About this exercise => Search the listing for the string "graph" and copy every line that contains it.

Supplied records =>
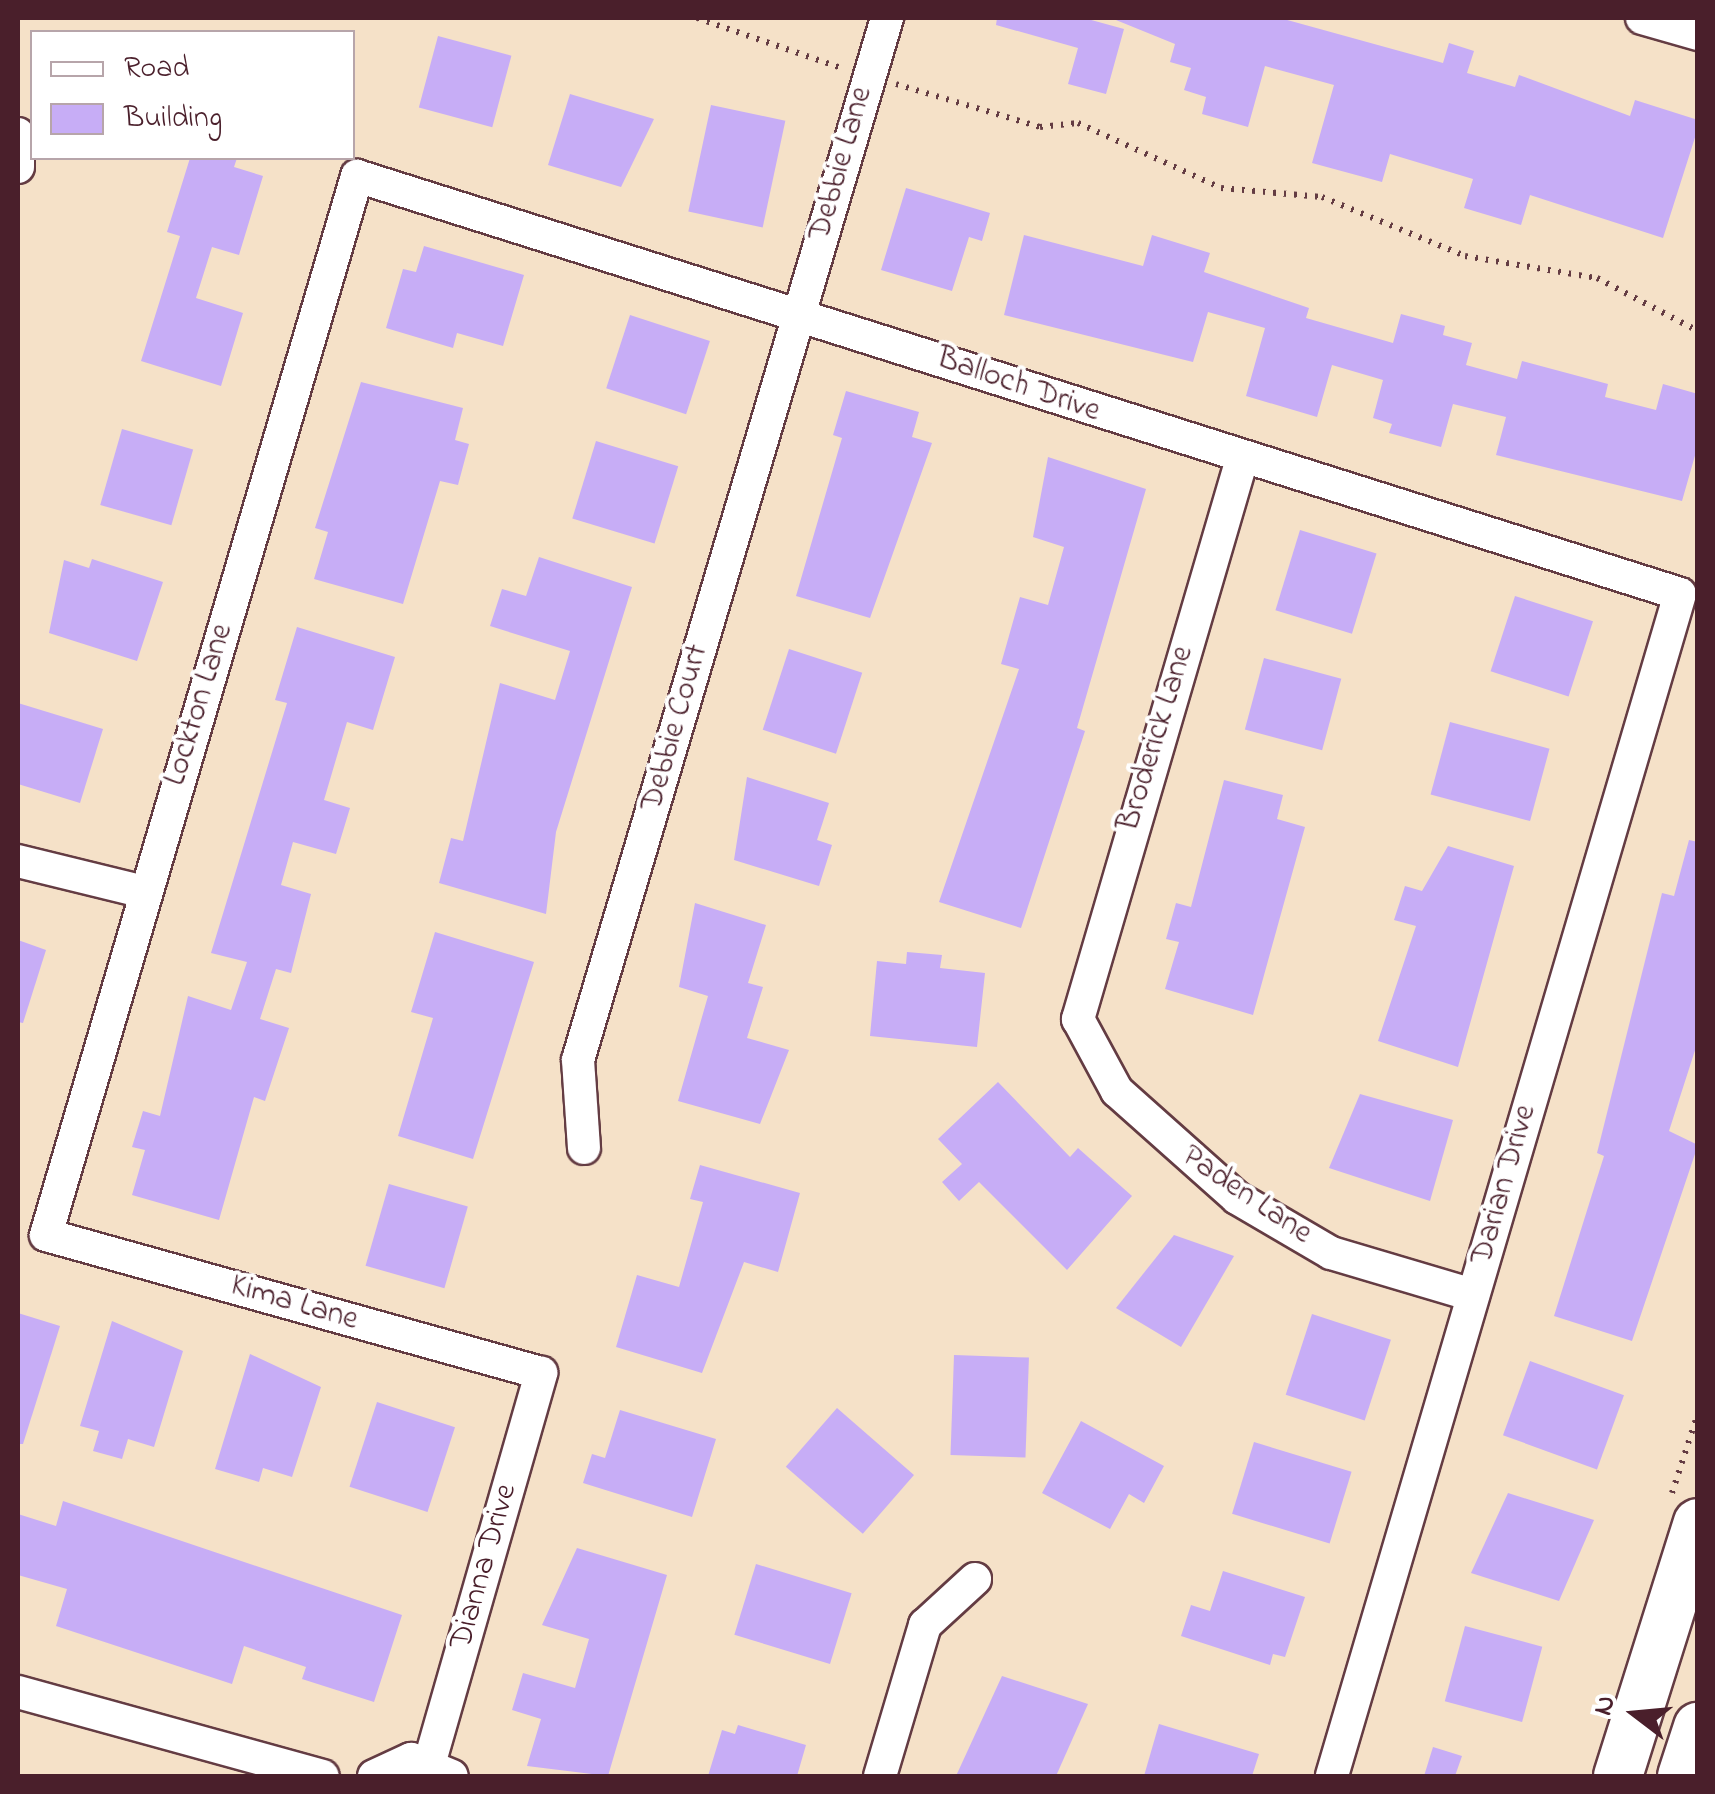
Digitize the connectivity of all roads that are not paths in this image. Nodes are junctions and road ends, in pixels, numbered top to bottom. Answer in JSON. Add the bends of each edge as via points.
{"nodes":[{"id":1,"x":887,"y":18,"type":"edge"},
{"id":2,"x":1642,"y":18,"type":"edge"},
{"id":3,"x":1698,"y":34,"type":"edge"},
{"id":4,"x":357,"y":176,"type":"joint"},
{"id":5,"x":798,"y":310,"type":"junction"},
{"id":6,"x":1242,"y":460,"type":"junction"},
{"id":7,"x":1680,"y":594,"type":"joint"},
{"id":8,"x":18,"y":860,"type":"edge"},
{"id":9,"x":144,"y":892,"type":"junction"},
{"id":10,"x":1078,"y":1019,"type":"joint"},
{"id":11,"x":584,"y":1148,"type":"dead end"},
{"id":12,"x":46,"y":1235,"type":"joint"},
{"id":13,"x":1472,"y":1295,"type":"junction"},
{"id":14,"x":541,"y":1373,"type":"joint"},
{"id":15,"x":1698,"y":1523,"type":"edge"},
{"id":16,"x":974,"y":1579,"type":"dead end"},
{"id":17,"x":18,"y":1692,"type":"edge"},
{"id":18,"x":1698,"y":1728,"type":"edge"},
{"id":19,"x":441,"y":1769,"type":"edge"},
{"id":20,"x":323,"y":1776,"type":"edge"},
{"id":21,"x":374,"y":1776,"type":"edge"},
{"id":22,"x":880,"y":1776,"type":"edge"},
{"id":23,"x":1332,"y":1776,"type":"edge"},
{"id":24,"x":1618,"y":1776,"type":"edge"},
{"id":25,"x":1682,"y":1776,"type":"edge"}],
"edges":[{"from":1,"to":5,"type":"street","name":"Debbie Lane"},
{"from":2,"to":3,"type":"street"},
{"from":4,"to":5,"type":"street","name":"Balloch Drive"},
{"from":4,"to":9,"type":"street","name":"Lockton Lane"},
{"from":5,"to":6,"type":"street","name":"Balloch Drive"},
{"from":5,"to":11,"type":"street","name":"Debbie Court","via":[[578,1060]]},
{"from":6,"to":7,"type":"street","name":"Balloch Drive"},
{"from":6,"to":10,"type":"street","name":"Broderick Lane"},
{"from":7,"to":13,"type":"street","name":"Darian Drive"},
{"from":8,"to":9,"type":"street"},
{"from":9,"to":12,"type":"street","name":"Lockton Lane"},
{"from":10,"to":13,"type":"street","name":"Paden Lane","via":[[1093,1058],[1128,1104],[1237,1198],[1331,1252]]},
{"from":12,"to":14,"type":"street","name":"Kima Lane"},
{"from":13,"to":23,"type":"street","name":"Darian Drive"},
{"from":14,"to":19,"type":"street","name":"Dianna Drive"},
{"from":15,"to":24,"type":"main road"},
{"from":16,"to":22,"type":"street","via":[[925,1626]]},
{"from":17,"to":20,"type":"street"},
{"from":18,"to":25,"type":"main road"},
{"from":19,"to":21,"type":"street","via":[[392,1763]]}]}
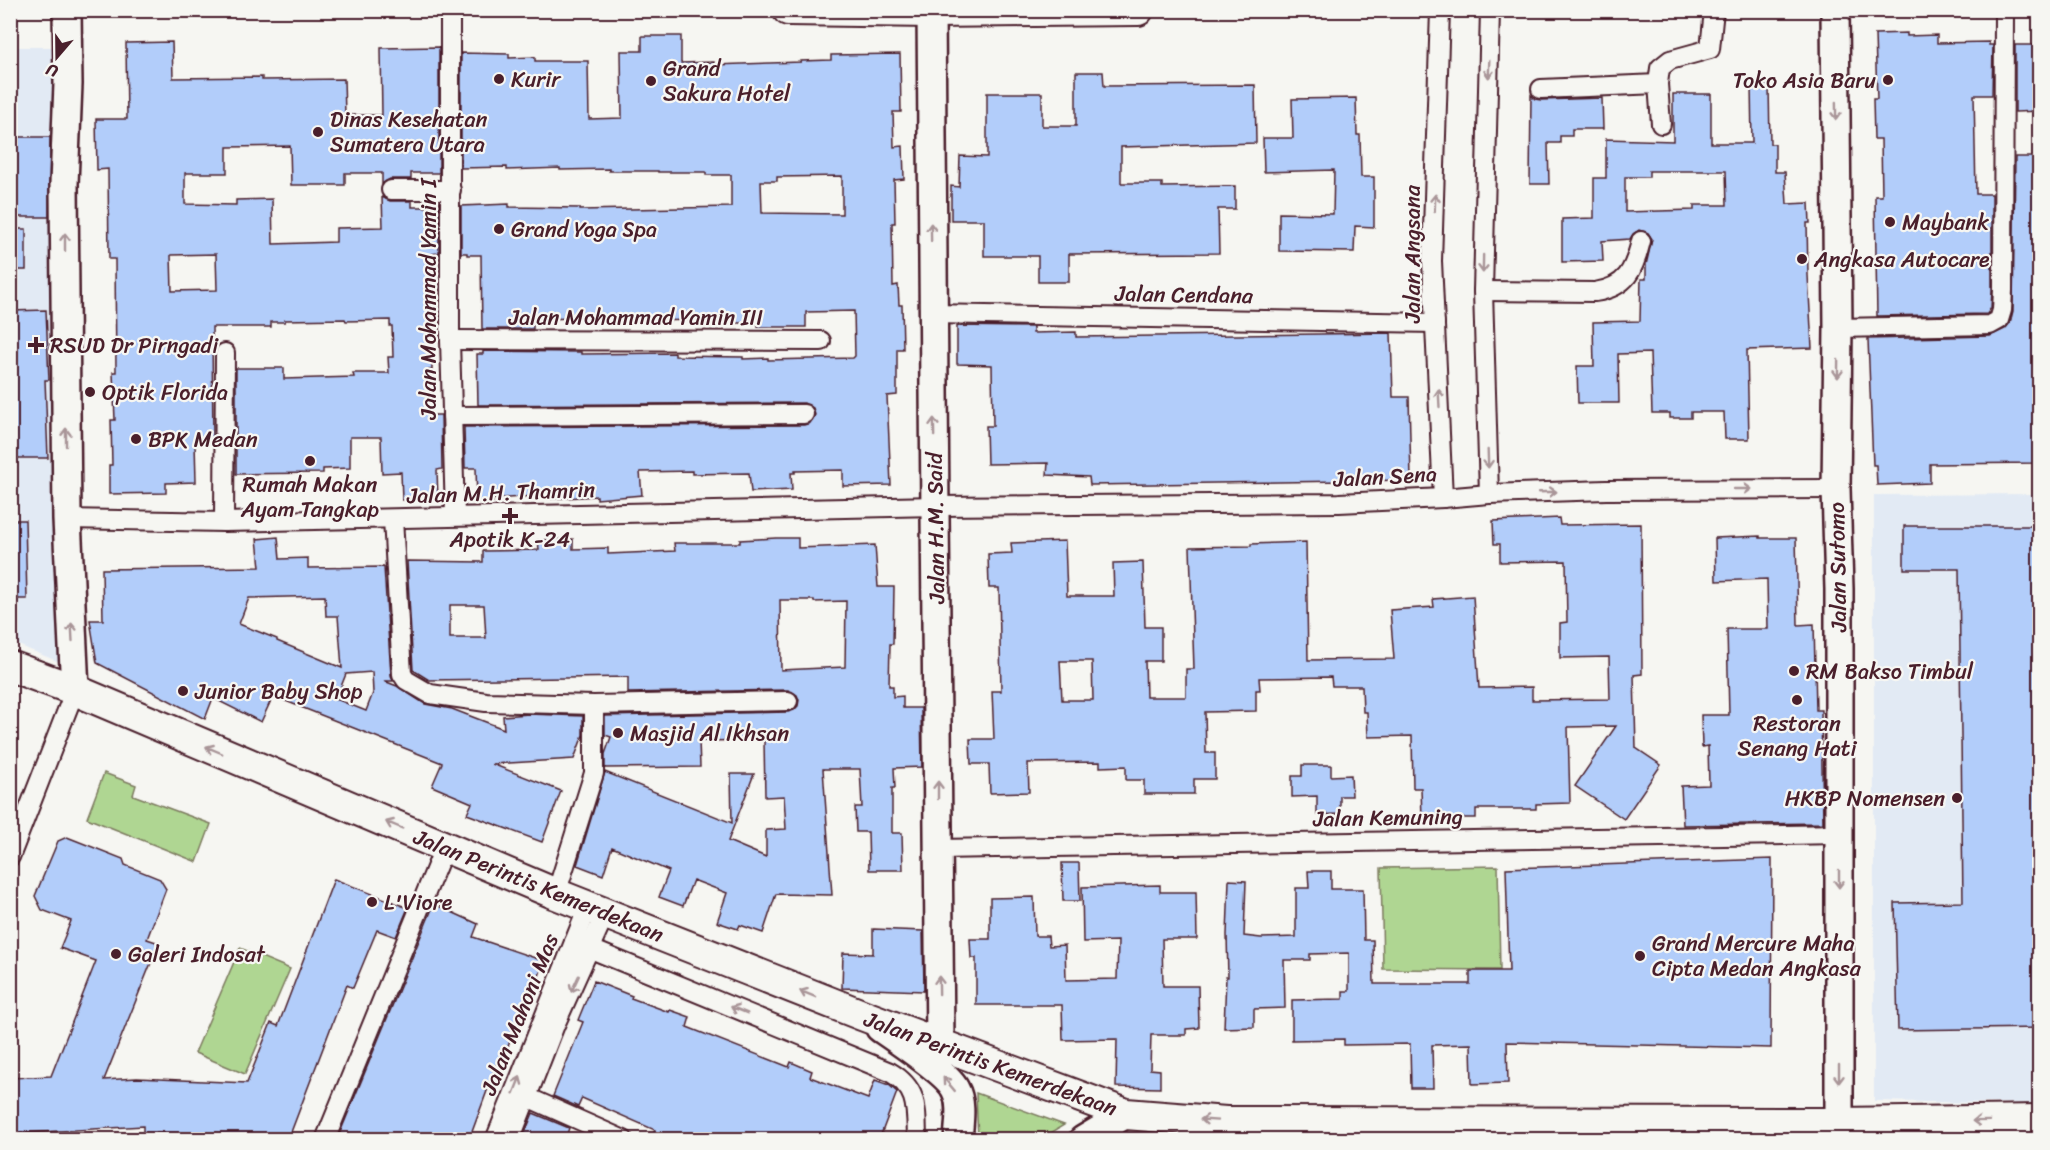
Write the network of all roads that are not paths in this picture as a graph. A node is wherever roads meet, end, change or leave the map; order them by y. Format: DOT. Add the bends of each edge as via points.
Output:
graph roads {
  1 [pos="67,10"];
  2 [pos="450,10"];
  3 [pos="788,10"];
  4 [pos="1138,10"];
  5 [pos="1440,10"];
  6 [pos="1490,10"];
  7 [pos="1714,10"];
  8 [pos="1835,10"];
  9 [pos="2004,10"];
  10 [pos="819,11"];
  11 [pos="931,11"];
  12 [pos="1109,11"];
  13 [pos="1658,84"];
  14 [pos="1541,88"];
  15 [pos="1661,124"];
  16 [pos="391,190"];
  17 [pos="451,190"];
  18 [pos="1641,241"];
  19 [pos="1483,291"];
  20 [pos="932,314"];
  21 [pos="1435,323"];
  22 [pos="1838,328"];
  23 [pos="450,340"];
  24 [pos="821,341"];
  25 [pos="225,352"];
  26 [pos="804,414"];
  27 [pos="452,416"];
  28 [pos="1836,489"];
  29 [pos="1490,494"];
  30 [pos="1443,498"];
  31 [pos="936,507"];
  32 [pos="455,516"];
  33 [pos="67,519"];
  34 [pos="393,519"];
  35 [pos="224,522"];
  36 [pos="10,666"];
  37 [pos="75,690"];
  38 [pos="788,701"];
  39 [pos="594,705"];
  40 [pos="1839,834"];
  41 [pos="445,846"];
  42 [pos="938,849"];
  43 [pos="10,857"];
  44 [pos="556,894"];
  45 [pos="597,910"];
  46 [pos="574,942"];
  47 [pos="591,949"];
  48 [pos="862,1015"];
  49 [pos="940,1044"];
  50 [pos="527,1097"];
  51 [pos="1126,1114"];
  52 [pos="2040,1120"];
  53 [pos="1264,1131"];
  54 [pos="1826,1131"];
  55 [pos="325,1140"];
  56 [pos="495,1140"];
  57 [pos="510,1140"];
  58 [pos="624,1140"];
  59 [pos="917,1140"];
  60 [pos="958,1140"];
  61 [pos="1083,1140"];
  33 -- 1 [label="main road, one-way"];
  2 -- 17 [label="street, Jalan Mohammad Yamin I"];
  3 -- 10 [label="main road"];
  4 -- 12 [label="main road"];
  21 -- 5 [label="street, Jalan Angsana, one-way" via="1432,261"];
  6 -- 19 [label="street, one-way"];
  7 -- 13 [label="street" via="1710,49 1666,63 1660,68"];
  8 -- 22 [label="main road, Jalan Sutomo, one-way"];
  9 -- 22 [label="street" via="2003,290 1999,320 1990,325"];
  10 -- 11 [label="main road"];
  11 -- 12 [label="main road"];
  20 -- 11 [label="main road, Jalan H.M. Said, one-way"];
  13 -- 14 [label="street"];
  13 -- 15 [label="street"];
  16 -- 17 [label="street"];
  17 -- 23 [label="street, Jalan Mohammad Yamin I"];
  18 -- 19 [label="street" via="1629,275 1606,290"];
  19 -- 29 [label="street, one-way"];
  20 -- 21 [label="street, Jalan Cendana"];
  31 -- 20 [label="main road, Jalan H.M. Said, one-way"];
  30 -- 21 [label="street, Jalan Angsana, one-way"];
  22 -- 28 [label="main road, Jalan Sutomo, one-way"];
  23 -- 24 [label="street, Jalan Mohammad Yamin III"];
  23 -- 27 [label="street, Jalan Mohammad Yamin I"];
  25 -- 35 [label="street"];
  26 -- 27 [label="street"];
  27 -- 32 [label="street, Jalan Mohammad Yamin I"];
  29 -- 28 [label="street, Jalan Sena, one-way"];
  28 -- 40 [label="main road, Jalan Sutomo"];
  29 -- 30 [label="street, Jalan Sena"];
  30 -- 31 [label="street, Jalan Sena" via="1339,503"];
  31 -- 32 [label="street, Jalan M.H. Thamrin"];
  42 -- 31 [label="main road, Jalan H.M. Said, one-way"];
  32 -- 34 [label="street, Jalan M.H. Thamrin"];
  33 -- 35 [label="street, Jalan M.H. Thamrin"];
  37 -- 33 [label="main road, one-way"];
  34 -- 35 [label="street, Jalan M.H. Thamrin"];
  34 -- 39 [label="street" via="401,662 406,680 430,694 462,700"];
  36 -- 37 [label="main road, Jalan Perintis Kemerdekaan"];
  41 -- 37 [label="main road, Jalan Perintis Kemerdekaan, one-way"];
  37 -- 43 [label="street"];
  38 -- 39 [label="street"];
  39 -- 44 [label="street" via="594,773"];
  40 -- 42 [label="street, Jalan Kemuning"];
  40 -- 54 [label="main road, Jalan Sutomo, one-way"];
  41 -- 44 [label="main road, Jalan Perintis Kemerdekaan"];
  41 -- 55 [label="street"];
  49 -- 42 [label="main road, Jalan H.M. Said, one-way"];
  44 -- 45 [label="main road, Jalan Perintis Kemerdekaan"];
  45 -- 46 [label="street, Jalan Mahoni Mas"];
  45 -- 47 [label="street, Jalan Mahoni Mas"];
  48 -- 45 [label="main road, Jalan Perintis Kemerdekaan, one-way"];
  46 -- 47 [label="street"];
  56 -- 46 [label="street, Jalan Mahoni Mas, one-way"];
  47 -- 50 [label="street, Jalan Mahoni Mas, one-way"];
  59 -- 47 [label="street, one-way" via="914,1099 904,1080"];
  48 -- 49 [label="main road, Jalan Perintis Kemerdekaan"];
  60 -- 48 [label="main road, one-way" via="959,1105 955,1088"];
  49 -- 51 [label="main road, Jalan Perintis Kemerdekaan"];
  50 -- 57 [label="street, Jalan Mahoni Mas"];
  50 -- 58 [label="street"];
  53 -- 51 [label="main road, Jalan Perintis Kemerdekaan, one-way" via="1226,1122"];
  51 -- 61 [label="main road"];
  52 -- 54 [label="main road, Jalan Perintis Kemerdekaan, one-way"];
  53 -- 54 [label="main road, Jalan Perintis Kemerdekaan"];
}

Task output =>
Write the network of all roads that are not paths in this picture as a graph. A node is wherever roads meet, end, change or leave the map; order them by y. Format: DOT. Add the bends of each edge as via points.
graph roads {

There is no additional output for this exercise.